L’ultimo libro di Joseph E. Stiglitz (premio Nobel per l’economia nel 2001) ha un titolo che al contempo è una sorta di sintesi ed una sentenza scientifica: Bancarotta.
Stiglitz, senza mezzi termini, prende posizione sia per quanto riguarda l’analisi di ciò che ha provocato l’attuale crisi economica sia per quello che dovrebbe essere possibile fare per rinvenire e postulare adeguate soluzioni che, in futuro, possano contemporaneamente essere idonee a ristabilire congiunture economiche favorevoli e per evitare che si possano spavaldamente riproporre comportamenti squisitamente speculativi e distruttori dell’economia reale.
Per quanto riguarda le origini della crisi, Stiglitz le rinviene nelle “teorie economiche errate” che hanno condotto e prodotto “politiche errate”. Il cuore dell’origine della crisi, quindi, deve essere rintracciato nei “dogmi” economici assunti e predicati da certi economisti sostenitori della piena de-regolazione dei mercati, specialmente di quelli finanziari, e nelle operatività di certi politici e di certi tecnici (come Greenspan) che li hanno supinamente adottati e strenuamente difesi anche con l’approvazione di certi prodotti finanziari che avevano la pretesa di gestire e di proteggere coloro che li acquistavano dal rischio emergente dalle operazioni economiche (vedi ad esempio i credit default swap) e che invece lo hanno sostanzialmente ampliato e sciaguratamente anche materializzato.
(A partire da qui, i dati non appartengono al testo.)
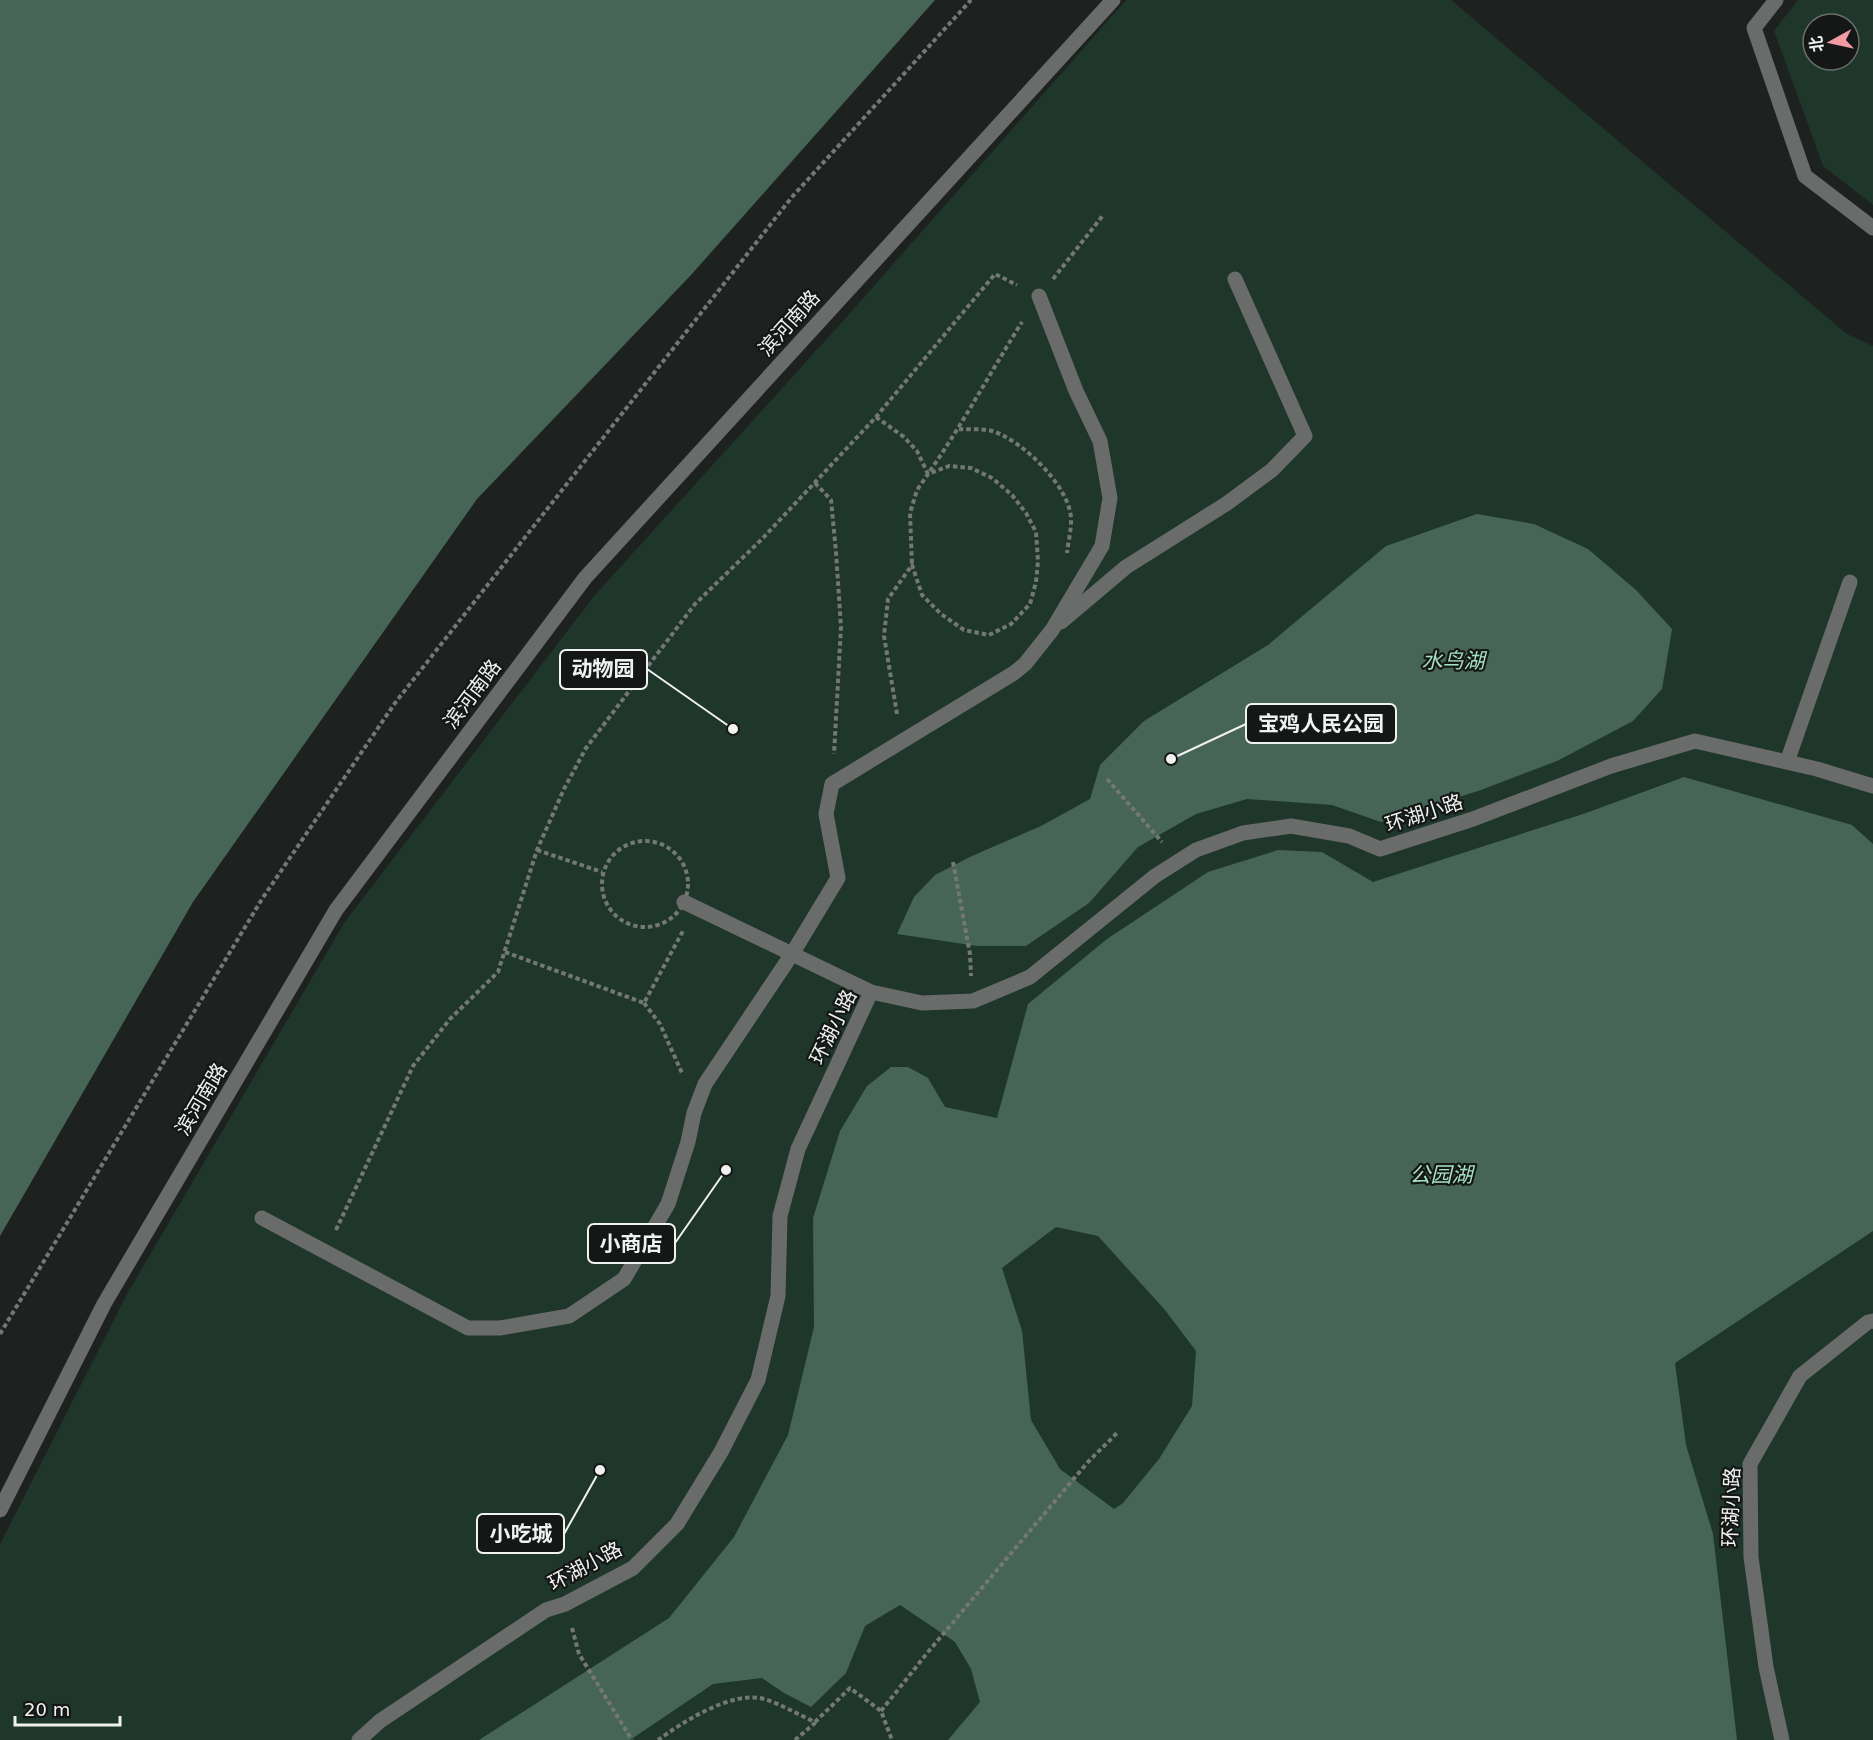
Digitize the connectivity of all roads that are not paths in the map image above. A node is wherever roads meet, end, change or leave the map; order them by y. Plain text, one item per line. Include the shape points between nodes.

Tutto questo, a sua volta, si innestava in un mercato che possedeva un eccesso di liquidità e in cui erano praticati tassi di interesse bassi ed anche in presenza di una (non avvertita o comunque trascurata) bolla immobiliare e di un’allegra concessione di mutui da parte delle banche a fronte di prestiti difficilmente esigibili.
Il guadagno facile e immediato è divenuto così una sorta di sirena ammaliatrice che ha portato le banche a trascurare le loro primarie ed originarie operatività per orientarsi, invece, nella “gestione” del turbinio delle scommesse finanziarie e delle politiche di cartolarizzazione dei muti e dei prestiti concessi in assenza di garanzie reddituali future, ma, invece, sostanzialmente vincolati alla “res” (spesso la casa di proprietà del cliente richiedente).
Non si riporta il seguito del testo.